L’ultimo atto è il più triste: la bella favola del Chievo dei miracoli, la squadra del piccolo quartiere di Verona, era finita da tempo ma gli strascichi del declino di una delle più belle storie del nostro campionato continuano. Per l’ex presidente Luca Campedelli è arrivata la richiesta di rinvio a giudizio da parte della Procura della Repubblica di Verona per bancarotta fraudolenta della società attualmente in fallimento.
I reati contestati
Come si legge su Repubblica la Guardia di Finanza avrebbe scoperto “un meccanismo fraudolento per mezzo del quale l’amministratore avrebbe sistematicamente rappresentato una situazione economica di apparente benessere del Chievo, tale da dissimulare il dissesto e l’erosione del patrimonio della società, nonché di permettere alla stessa l’iscrizione al campionato di calcio”. Diversi i reati contestati, tra cui plusvalenze fittizie, le distrazioni dalle casse del Chievo Verona di oltre 200mila euro da parte di Campedelli per scopi estranei alle finalità d’impresa, il “reiterato sistematico e rilevante” mancato adempimento degli oneri tributari e previdenziali dal 2014 fino alla data del fallimento, per oltre 34 milioni di euro.
Il miracolo Chievo del 2001
Non certo la miglior maniera per onorare una storia da leggenda, che ebbe il suo apice nella stagione 2001/2002, da neopromossa in A. Il 4-4-2 di Delneri divenne materia di studio, i clivensi presero a schiaffi tutte le big di arrivando a conquistare il primo posto dopo lo storico successo a San Siro sull’Inter alla 15esima giornata per 2-1. Il calo nel girone di ritorno portò al quinto posto finale e alla qualificazione in Coppa Uefa.

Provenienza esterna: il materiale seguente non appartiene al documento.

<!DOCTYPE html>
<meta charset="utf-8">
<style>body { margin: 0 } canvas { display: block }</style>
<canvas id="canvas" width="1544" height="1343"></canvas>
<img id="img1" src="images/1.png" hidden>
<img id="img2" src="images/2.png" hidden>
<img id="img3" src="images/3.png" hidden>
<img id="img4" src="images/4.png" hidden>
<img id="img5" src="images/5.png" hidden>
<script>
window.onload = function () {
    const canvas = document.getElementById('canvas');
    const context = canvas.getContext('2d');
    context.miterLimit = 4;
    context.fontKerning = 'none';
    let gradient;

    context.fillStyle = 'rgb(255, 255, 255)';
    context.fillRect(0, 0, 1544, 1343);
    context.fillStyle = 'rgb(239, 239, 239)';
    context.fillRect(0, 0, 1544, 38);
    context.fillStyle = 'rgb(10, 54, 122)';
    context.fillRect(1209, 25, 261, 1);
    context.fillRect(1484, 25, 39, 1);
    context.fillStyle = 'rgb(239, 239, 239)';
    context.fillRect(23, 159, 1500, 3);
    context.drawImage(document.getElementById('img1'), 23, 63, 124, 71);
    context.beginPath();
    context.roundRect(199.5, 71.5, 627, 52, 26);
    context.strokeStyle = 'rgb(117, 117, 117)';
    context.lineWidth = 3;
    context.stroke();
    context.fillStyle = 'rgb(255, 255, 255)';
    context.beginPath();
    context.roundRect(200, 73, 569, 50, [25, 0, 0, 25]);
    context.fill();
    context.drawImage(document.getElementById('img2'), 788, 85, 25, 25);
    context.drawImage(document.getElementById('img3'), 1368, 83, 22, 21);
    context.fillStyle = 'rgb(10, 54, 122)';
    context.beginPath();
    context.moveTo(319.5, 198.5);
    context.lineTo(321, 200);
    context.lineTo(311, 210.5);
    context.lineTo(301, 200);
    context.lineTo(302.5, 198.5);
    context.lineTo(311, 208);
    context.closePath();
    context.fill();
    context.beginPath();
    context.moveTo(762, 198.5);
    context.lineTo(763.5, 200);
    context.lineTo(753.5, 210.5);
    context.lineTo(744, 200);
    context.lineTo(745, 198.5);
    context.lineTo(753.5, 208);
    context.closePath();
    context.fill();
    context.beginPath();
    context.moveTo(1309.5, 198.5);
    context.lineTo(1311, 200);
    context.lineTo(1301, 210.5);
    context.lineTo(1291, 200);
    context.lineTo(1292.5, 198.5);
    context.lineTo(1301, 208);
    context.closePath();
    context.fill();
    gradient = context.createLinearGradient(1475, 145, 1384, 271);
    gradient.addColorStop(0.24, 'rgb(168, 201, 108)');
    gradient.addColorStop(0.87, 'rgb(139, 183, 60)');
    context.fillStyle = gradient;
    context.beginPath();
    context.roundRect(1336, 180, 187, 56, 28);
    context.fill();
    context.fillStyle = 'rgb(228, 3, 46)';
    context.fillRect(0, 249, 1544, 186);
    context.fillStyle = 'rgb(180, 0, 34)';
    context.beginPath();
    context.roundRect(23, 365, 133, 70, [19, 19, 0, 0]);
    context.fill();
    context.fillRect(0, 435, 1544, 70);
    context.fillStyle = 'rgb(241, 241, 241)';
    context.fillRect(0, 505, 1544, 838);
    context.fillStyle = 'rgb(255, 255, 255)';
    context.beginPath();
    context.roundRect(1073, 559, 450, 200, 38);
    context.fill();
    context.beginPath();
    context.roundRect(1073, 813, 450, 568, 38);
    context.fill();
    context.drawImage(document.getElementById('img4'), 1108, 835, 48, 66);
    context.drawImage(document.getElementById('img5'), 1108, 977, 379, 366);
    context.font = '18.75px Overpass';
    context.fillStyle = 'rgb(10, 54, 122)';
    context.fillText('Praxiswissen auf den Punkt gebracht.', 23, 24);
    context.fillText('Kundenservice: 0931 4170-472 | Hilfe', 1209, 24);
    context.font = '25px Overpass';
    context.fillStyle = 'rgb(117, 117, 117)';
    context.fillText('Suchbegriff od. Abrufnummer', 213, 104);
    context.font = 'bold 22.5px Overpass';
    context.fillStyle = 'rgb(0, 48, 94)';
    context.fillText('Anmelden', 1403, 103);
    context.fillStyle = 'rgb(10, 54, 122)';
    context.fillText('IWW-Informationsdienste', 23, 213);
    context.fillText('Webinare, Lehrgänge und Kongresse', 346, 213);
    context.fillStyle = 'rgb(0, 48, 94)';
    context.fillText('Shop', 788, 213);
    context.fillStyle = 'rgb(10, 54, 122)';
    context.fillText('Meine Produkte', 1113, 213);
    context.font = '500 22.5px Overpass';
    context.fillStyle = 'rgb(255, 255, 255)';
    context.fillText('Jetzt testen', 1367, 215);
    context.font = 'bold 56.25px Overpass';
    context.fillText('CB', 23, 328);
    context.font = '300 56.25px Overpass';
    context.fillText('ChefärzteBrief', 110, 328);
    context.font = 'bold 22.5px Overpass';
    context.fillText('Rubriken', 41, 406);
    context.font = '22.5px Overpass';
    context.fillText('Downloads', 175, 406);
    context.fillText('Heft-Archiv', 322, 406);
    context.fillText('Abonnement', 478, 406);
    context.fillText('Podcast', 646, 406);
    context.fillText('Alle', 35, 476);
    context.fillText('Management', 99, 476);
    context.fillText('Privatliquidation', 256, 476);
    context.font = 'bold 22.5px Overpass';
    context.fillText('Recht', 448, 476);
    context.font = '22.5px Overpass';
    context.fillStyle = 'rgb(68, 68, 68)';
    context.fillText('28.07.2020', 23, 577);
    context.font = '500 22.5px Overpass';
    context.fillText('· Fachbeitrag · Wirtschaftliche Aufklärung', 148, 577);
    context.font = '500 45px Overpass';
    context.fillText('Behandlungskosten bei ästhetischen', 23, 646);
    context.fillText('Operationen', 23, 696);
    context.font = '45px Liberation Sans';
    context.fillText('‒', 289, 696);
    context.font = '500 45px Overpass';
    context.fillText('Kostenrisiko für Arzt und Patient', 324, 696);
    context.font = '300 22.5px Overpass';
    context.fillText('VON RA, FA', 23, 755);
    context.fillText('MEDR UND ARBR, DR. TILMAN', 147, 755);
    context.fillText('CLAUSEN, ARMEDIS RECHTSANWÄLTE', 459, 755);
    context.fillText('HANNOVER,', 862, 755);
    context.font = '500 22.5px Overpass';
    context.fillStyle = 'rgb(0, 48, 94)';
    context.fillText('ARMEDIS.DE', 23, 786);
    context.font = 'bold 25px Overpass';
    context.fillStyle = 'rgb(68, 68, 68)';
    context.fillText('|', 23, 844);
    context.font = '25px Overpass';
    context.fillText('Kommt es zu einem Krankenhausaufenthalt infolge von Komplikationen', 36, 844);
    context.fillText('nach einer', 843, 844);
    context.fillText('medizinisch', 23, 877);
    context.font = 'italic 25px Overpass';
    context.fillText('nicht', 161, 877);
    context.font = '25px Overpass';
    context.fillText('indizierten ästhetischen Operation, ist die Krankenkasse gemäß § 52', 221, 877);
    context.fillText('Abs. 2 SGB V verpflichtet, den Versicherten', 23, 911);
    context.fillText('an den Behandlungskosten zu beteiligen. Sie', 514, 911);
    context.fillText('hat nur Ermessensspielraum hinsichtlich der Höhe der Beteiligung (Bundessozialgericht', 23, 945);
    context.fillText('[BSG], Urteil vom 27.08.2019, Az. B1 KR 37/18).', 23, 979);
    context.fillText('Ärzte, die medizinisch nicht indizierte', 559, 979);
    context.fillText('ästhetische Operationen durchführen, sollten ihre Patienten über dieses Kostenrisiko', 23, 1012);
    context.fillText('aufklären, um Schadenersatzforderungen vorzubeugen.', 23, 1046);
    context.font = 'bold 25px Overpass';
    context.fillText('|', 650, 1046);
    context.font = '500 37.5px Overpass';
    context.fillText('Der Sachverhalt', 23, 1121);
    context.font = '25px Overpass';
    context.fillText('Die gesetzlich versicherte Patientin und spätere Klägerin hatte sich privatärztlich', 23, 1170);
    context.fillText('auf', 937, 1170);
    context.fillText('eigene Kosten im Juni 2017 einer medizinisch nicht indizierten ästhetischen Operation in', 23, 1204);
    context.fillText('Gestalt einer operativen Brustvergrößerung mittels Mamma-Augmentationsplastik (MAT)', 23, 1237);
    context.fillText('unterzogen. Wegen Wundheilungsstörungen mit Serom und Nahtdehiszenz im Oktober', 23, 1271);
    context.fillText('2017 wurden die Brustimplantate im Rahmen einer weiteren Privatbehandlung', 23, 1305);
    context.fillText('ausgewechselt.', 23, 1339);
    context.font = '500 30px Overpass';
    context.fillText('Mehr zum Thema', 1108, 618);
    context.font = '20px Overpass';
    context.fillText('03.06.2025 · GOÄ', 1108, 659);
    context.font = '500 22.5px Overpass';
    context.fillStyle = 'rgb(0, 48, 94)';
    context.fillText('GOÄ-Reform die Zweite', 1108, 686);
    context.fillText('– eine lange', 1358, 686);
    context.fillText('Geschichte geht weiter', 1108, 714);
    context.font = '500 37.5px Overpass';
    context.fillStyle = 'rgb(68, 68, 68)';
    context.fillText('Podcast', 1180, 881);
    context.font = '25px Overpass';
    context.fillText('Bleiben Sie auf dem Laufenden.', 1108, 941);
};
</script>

L?anno dopo fece un punto in più e arrivò settimo ma la storia era già stata scritta.
La formazione-base di quel Chievo
Tutti impararono a memoria l’11 base del Chievo dei miracoli, i cosiddetti “mussi volanti” (asini che volano): dal portiere Lupatelli che giocava con la maglia n.10 alla difesa a 4 composta da Moro, D’Anna, D’Angelo e Lanna. Davanti il primo fenomeno, il brasiliano Eriberto (non ancora Luciano, come si venne a sapere quando uscì fuori la falsa identità del giocatore): un eurostar sulla fascia.
Poi un centrocampo che mixava classe e corsa con Perrotta e Corini, mentre sull’altra fascia scorazzava Manfredini, altro fulmine di guerra. I due attaccanti erano Marazzina (che nel primo anno di A fece 13 gol) e Corradi (10 gol). Un gioco spumeggiante per una favola che fece innamorare l’Italia. Un quartiere di 4500 abitanti con pochissimi tifosi che diede uno scossone alle big della serie A. Del resto il nome Chievo deriva dal latino “clivius mantici”, ossia “la collina del (bosco) mistico. Peccato che anche questa, come tutte le favole più belle, sia finita.